WORK TASK:
Copy every line of the records below where the word "ring" occurs.

RECORDS PROVIDED:
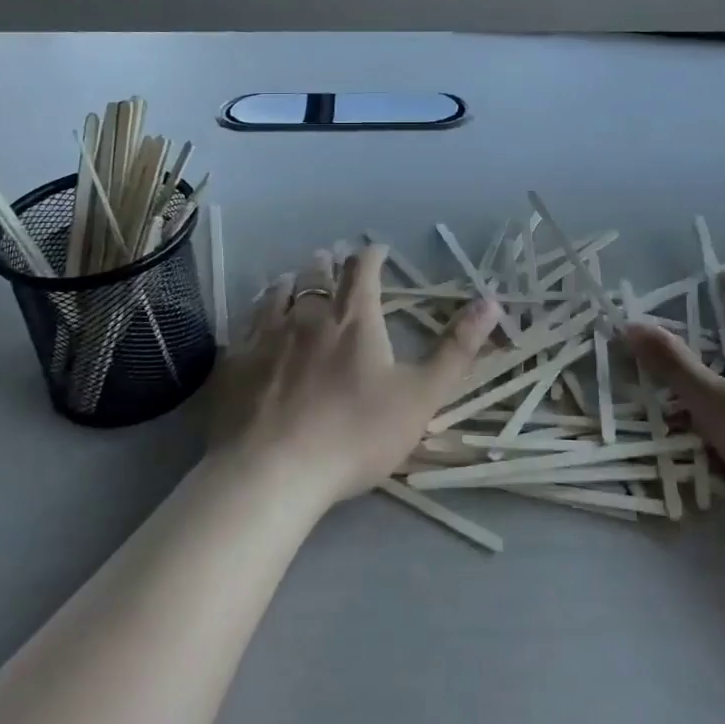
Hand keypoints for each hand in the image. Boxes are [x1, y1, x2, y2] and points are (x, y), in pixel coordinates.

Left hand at [206, 244, 500, 512]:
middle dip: (328, 263)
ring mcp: (266, 337)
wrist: (271, 473)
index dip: (371, 256)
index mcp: (354, 319)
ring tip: (291, 279)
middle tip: (330, 258)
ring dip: (290, 282)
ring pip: (277, 294)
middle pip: (316, 275)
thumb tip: (491, 301)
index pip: (363, 270)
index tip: (377, 250)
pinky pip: (245, 325)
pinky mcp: (234, 363)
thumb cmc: (355, 434)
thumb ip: (457, 349)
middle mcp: (308, 315)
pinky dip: (255, 314)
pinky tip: (254, 323)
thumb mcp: (421, 395)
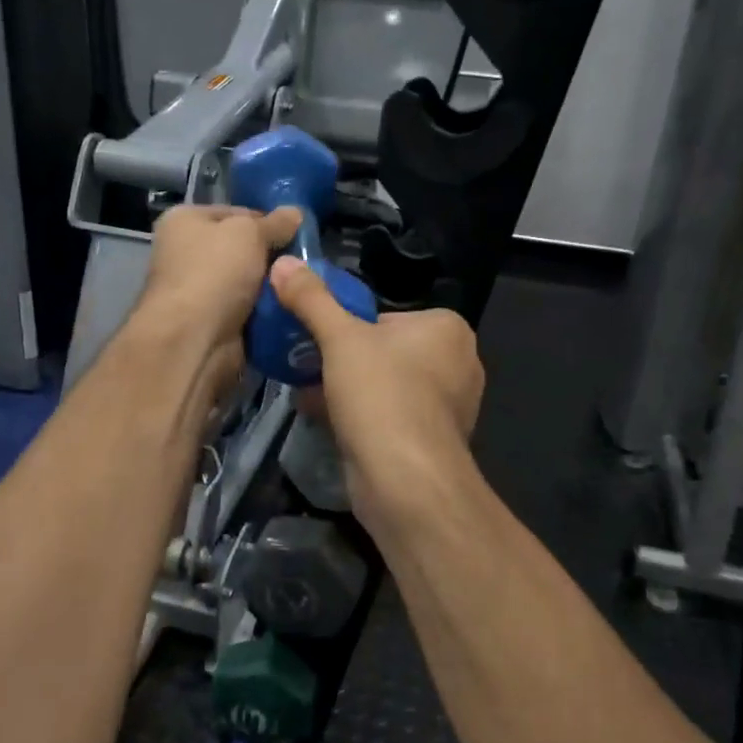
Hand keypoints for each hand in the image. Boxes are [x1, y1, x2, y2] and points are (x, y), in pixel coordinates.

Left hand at [130, 204, 301, 396]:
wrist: (193, 339)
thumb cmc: (214, 272)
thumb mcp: (249, 233)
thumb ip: (275, 223)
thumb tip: (296, 212)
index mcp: (185, 221)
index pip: (236, 213)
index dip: (268, 221)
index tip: (298, 233)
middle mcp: (187, 253)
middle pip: (243, 249)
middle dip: (274, 257)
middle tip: (304, 263)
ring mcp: (199, 291)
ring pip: (250, 282)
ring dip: (274, 286)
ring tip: (304, 286)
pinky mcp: (213, 323)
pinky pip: (250, 311)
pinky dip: (267, 312)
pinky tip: (292, 309)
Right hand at [268, 257, 483, 529]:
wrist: (405, 480)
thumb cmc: (380, 394)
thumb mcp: (340, 338)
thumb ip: (312, 299)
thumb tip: (283, 262)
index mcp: (448, 328)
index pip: (387, 316)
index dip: (348, 327)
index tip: (318, 340)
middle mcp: (459, 363)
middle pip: (385, 351)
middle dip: (343, 360)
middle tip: (306, 366)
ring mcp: (449, 406)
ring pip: (386, 386)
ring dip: (347, 389)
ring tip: (308, 393)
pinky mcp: (433, 441)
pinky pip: (390, 416)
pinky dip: (360, 416)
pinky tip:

RESPONSE TO THIS EXERCISE:
ring mcp: (266, 337)
ring tip: (291, 279)
ring dip: (290, 282)
ring pip: (277, 294)
ring mcp: (199, 291)
ring pip: (250, 282)
ring dip: (274, 286)
ring tip: (304, 286)
ring mcp: (449, 406)
ring pip: (386, 386)
ring dip: (347, 389)
ring tip: (308, 393)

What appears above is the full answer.